__Dataset entries__.
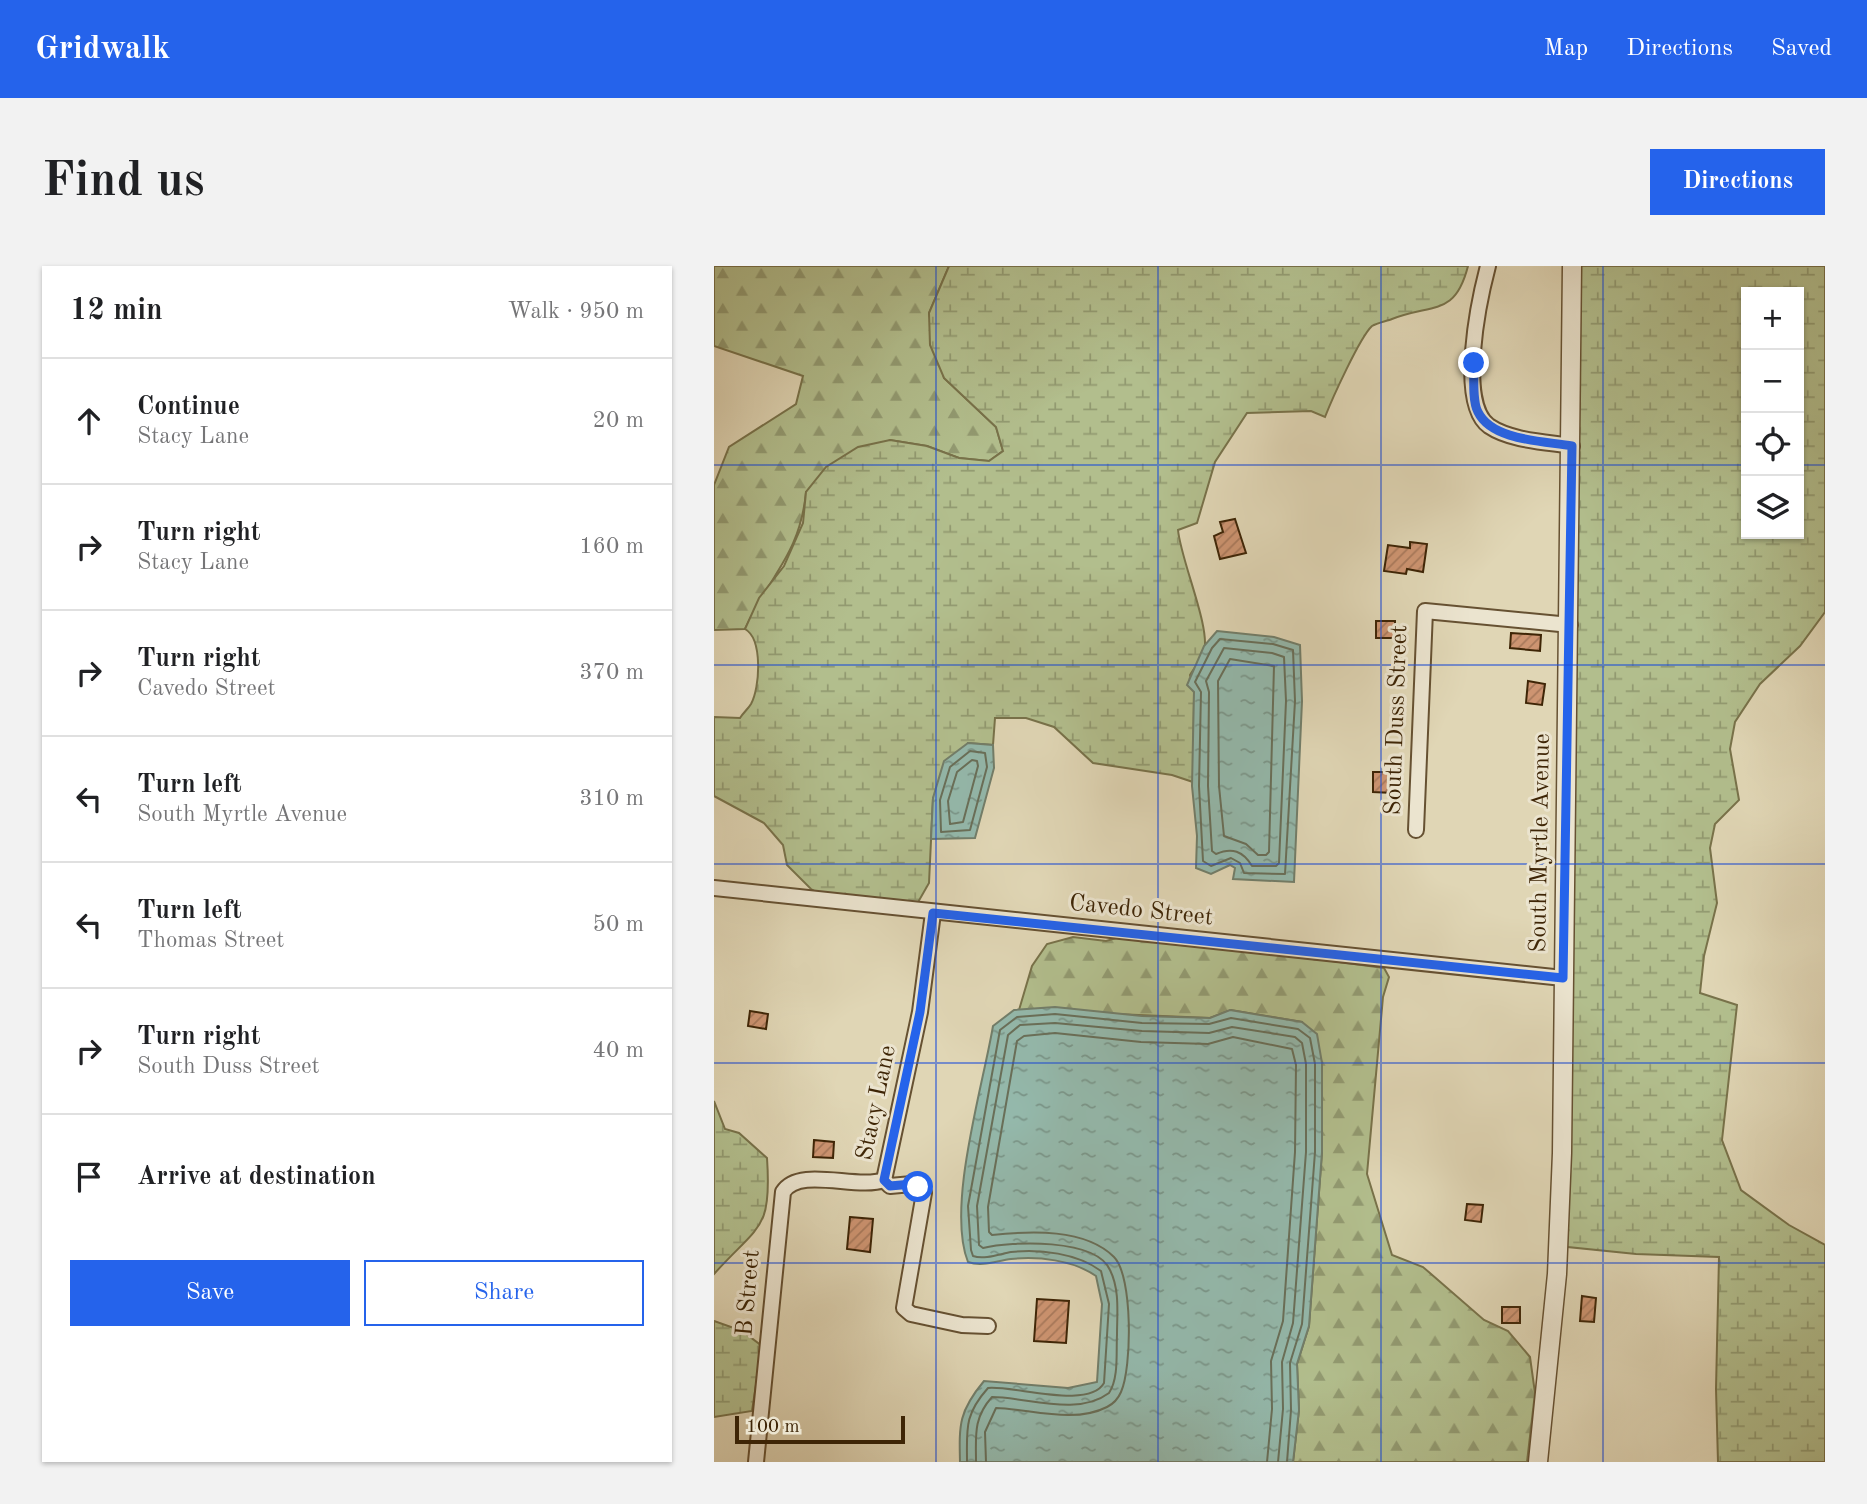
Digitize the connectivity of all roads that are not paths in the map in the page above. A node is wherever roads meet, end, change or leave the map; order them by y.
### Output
1 (1488, 266) edge
2 (1572, 266) edge
3 (1572, 446) junction
4 (1570, 625) junction
5 (1416, 830) dead end
6 (714, 888) edge
7 (933, 913) junction
8 (1563, 978) junction
9 (884, 1180) junction
10 (988, 1326) dead end
11 (756, 1462) edge
12 (1538, 1462) edge

1 - 3 street
2 - 3 street, South Myrtle Avenue
3 - 4 street, South Myrtle Avenue
4 - 5 street, South Duss Street
4 - 8 street, South Myrtle Avenue
6 - 7 street, Cavedo Street
7 - 8 street, Cavedo Street
7 - 9 street, Stacy Lane
8 - 12 street, South Myrtle Avenue
9 - 10 street, Stacy Lane
9 - 11 street, B Street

__What to do__.
What you return must be every entry, word for word, without any pictures.

__Final answer__.
Digitize the connectivity of all roads that are not paths in the map in the page above. A node is wherever roads meet, end, change or leave the map; order them by y.
### Output
1 (1488, 266) edge
2 (1572, 266) edge
3 (1572, 446) junction
4 (1570, 625) junction
5 (1416, 830) dead end
6 (714, 888) edge
7 (933, 913) junction
8 (1563, 978) junction
9 (884, 1180) junction
10 (988, 1326) dead end
11 (756, 1462) edge
12 (1538, 1462) edge

1 - 3 street
2 - 3 street, South Myrtle Avenue
3 - 4 street, South Myrtle Avenue
4 - 5 street, South Duss Street
4 - 8 street, South Myrtle Avenue
6 - 7 street, Cavedo Street
7 - 8 street, Cavedo Street
7 - 9 street, Stacy Lane
8 - 12 street, South Myrtle Avenue
9 - 10 street, Stacy Lane
9 - 11 street, B Street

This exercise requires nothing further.